*About this exercise*. Among the records below, determine how many lines have the word "street" in them; output only the number.

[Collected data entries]
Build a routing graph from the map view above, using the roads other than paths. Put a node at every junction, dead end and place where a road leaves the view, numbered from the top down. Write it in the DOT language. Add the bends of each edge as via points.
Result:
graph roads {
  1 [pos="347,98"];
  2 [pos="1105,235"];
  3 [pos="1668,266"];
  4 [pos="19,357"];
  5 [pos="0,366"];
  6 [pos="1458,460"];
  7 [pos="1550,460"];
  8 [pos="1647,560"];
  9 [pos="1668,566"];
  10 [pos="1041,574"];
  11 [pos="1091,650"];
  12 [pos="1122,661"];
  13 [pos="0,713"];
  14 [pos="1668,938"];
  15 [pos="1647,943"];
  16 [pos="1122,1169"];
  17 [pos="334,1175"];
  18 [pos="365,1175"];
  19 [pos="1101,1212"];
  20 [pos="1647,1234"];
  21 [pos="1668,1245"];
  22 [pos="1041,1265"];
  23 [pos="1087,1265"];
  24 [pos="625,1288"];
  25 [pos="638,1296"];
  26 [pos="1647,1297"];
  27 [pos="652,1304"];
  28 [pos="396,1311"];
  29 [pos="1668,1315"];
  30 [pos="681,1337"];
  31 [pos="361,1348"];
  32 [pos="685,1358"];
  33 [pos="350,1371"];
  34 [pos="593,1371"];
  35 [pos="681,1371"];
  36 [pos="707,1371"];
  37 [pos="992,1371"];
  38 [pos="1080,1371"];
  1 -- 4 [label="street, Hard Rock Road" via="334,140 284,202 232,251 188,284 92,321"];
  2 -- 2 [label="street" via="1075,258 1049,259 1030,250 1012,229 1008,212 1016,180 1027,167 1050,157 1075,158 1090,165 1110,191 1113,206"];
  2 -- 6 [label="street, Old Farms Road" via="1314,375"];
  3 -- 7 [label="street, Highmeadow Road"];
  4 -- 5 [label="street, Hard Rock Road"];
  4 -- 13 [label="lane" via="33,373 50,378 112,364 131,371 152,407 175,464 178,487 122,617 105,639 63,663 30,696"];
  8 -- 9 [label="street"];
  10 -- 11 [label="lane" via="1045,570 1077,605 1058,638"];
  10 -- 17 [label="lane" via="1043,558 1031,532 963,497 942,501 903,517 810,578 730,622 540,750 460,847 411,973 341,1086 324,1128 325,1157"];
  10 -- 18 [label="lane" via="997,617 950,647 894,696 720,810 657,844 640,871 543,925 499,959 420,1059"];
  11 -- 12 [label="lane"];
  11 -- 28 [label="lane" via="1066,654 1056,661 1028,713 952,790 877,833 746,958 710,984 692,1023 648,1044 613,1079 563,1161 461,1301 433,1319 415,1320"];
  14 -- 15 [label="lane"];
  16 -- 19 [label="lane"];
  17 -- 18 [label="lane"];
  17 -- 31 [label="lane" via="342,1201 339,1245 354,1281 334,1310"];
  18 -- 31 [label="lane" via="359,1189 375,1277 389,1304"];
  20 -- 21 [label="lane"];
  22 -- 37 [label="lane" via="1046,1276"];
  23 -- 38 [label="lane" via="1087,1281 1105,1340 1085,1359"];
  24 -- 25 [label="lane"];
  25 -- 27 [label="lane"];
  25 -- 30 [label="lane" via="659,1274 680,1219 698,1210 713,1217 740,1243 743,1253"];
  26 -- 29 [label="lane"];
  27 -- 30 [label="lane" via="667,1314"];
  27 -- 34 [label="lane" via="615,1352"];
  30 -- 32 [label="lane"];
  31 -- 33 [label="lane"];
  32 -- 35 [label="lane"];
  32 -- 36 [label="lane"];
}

*Written solution*. 6